O piloto de helicóptero da Honeywell, Marc Lajeunesse, me direcionou para o banco da esquerda, e ele assentou no da direita. Após a realização de uma rotina inicial, ele arrumou meu MFD esquerdo para exibir o sistema CVS, e o direito para mostrar uma tela de navegação integrada, o ‘olhar divino’. As três telas restantes – uma central e duas na frente dele – eram o instrumento de voo padrão, o sistema de monitoramento e a exibição de navegação presentes no sistema Primus Epic da Honeywell. Uma vez no ar e rastreando Nova Jersey em direção à ponta sul da Staten Island, o SVS – que é um mapa somente de dados – me proporcionou uma visão digital, para além da vista frontal das estradas, montanhas, linhas de energia e torres em meu caminho, juntamente com as informações habituais de voo, tais como velocidade, altitude e posição. Localizado perto do centro da tela havia um círculo pequeno, verde com uma linha saindo da parte superior e uma em cada lado. Os pilotos de combate chamariam este de vetor de caminho de voo (PFV), que usa a inclinação, o giro e a potência da aeronave para mostrar para onde ela iria se deixada naquele perfil. Portanto, se eu tivesse reduzido a potência e iniciado uma descida, o PFV teria saído do horizonte e mudado gradualmente para a parte inferior da tela para indicar onde iríamos parar. Se eu tivesse virado para a esquerda, ele teria movido para a esquerda, e assim por diante.

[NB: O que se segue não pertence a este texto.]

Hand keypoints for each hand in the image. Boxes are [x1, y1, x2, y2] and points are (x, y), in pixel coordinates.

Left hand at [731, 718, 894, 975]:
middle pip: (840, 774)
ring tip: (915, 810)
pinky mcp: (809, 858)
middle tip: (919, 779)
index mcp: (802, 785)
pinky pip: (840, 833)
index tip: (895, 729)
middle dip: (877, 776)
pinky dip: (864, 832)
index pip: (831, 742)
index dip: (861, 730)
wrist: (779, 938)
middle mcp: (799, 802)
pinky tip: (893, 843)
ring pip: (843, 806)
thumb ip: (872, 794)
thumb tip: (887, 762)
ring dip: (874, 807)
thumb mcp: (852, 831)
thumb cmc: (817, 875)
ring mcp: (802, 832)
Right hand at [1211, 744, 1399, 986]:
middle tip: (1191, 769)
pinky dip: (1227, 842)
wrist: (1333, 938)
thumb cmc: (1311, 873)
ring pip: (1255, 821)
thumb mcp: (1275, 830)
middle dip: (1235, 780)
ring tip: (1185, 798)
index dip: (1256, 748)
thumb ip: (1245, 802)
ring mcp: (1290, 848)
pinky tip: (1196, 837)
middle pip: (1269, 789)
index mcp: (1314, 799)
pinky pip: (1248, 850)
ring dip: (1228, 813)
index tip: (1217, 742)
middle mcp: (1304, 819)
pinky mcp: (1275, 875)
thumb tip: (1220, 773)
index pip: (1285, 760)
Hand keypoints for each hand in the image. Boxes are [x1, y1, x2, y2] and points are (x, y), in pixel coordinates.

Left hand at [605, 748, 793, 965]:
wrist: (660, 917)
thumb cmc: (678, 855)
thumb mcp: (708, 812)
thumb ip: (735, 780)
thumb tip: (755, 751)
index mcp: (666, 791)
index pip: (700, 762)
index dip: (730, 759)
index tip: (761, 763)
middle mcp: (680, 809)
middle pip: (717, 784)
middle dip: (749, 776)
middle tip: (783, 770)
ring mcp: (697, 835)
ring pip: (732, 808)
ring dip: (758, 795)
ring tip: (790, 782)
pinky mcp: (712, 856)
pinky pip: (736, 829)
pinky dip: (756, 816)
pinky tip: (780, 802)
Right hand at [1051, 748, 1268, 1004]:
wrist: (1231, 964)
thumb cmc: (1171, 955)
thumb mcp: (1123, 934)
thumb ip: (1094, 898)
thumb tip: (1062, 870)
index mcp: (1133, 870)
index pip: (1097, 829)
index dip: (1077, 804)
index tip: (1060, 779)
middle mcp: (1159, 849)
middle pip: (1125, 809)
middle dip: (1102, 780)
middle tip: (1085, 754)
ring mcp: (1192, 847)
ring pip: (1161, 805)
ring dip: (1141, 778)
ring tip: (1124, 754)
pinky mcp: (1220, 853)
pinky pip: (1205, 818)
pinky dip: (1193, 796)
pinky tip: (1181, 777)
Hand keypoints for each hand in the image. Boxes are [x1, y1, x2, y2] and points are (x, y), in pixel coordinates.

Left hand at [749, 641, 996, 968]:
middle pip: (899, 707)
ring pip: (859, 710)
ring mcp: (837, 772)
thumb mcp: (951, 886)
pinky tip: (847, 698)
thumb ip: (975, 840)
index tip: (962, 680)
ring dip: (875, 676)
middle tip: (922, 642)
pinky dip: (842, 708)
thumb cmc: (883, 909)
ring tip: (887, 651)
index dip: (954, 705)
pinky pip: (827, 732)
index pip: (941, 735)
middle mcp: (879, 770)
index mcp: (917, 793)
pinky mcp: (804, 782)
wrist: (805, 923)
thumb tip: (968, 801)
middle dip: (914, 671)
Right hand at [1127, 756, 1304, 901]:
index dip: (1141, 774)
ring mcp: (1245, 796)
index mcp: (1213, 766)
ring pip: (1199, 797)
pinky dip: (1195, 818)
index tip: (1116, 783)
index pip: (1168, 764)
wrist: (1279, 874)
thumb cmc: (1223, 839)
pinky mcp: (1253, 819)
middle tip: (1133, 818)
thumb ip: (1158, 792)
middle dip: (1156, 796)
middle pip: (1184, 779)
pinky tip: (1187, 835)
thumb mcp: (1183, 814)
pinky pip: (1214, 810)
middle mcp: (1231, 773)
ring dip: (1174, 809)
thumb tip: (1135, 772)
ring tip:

Os engenheiros da Honeywell também acrescentaram uma linha branca chamada “zero inclinação” por toda a tela. Qualquer elemento que se projeta acima desta linha estará a uma altitude que eventualmente vai colocá-lo em perigo, se esse perfil de voo for mantido. À medida que chegávamos à Lower Bay, perto da Staten Island, e virávamos ao norte em direção à Varrazano Narrows Bridge, Lajeunesse me pediu para comparar o que eu via da costa ocidental através da minha janela com o que eu via no SVS. Como a maioria dos sistemas, a imagem digital mostrava apenas um cálculo aproximativo de onde a água parava e a terra começava.
“Agora, olhe para isto,” disse Lajeunesse, à medida que ele mudava a tela para o modo CVS – aquele que utiliza a câmera do IR. Instantaneamente, uma camada transparente de IR centralizou-se na tela e usou as assinaturas de calor de toda aquela camada que estava na nossa frente para mostrar o que realmente estava lá. A imagem digital em movimento, fora reforçada com contornos pretos, brancos e cinzas de cada elemento, dos cais particulares ressaltando da costa, para as pequenas embarcações, indo para o porto de Nova Iorque.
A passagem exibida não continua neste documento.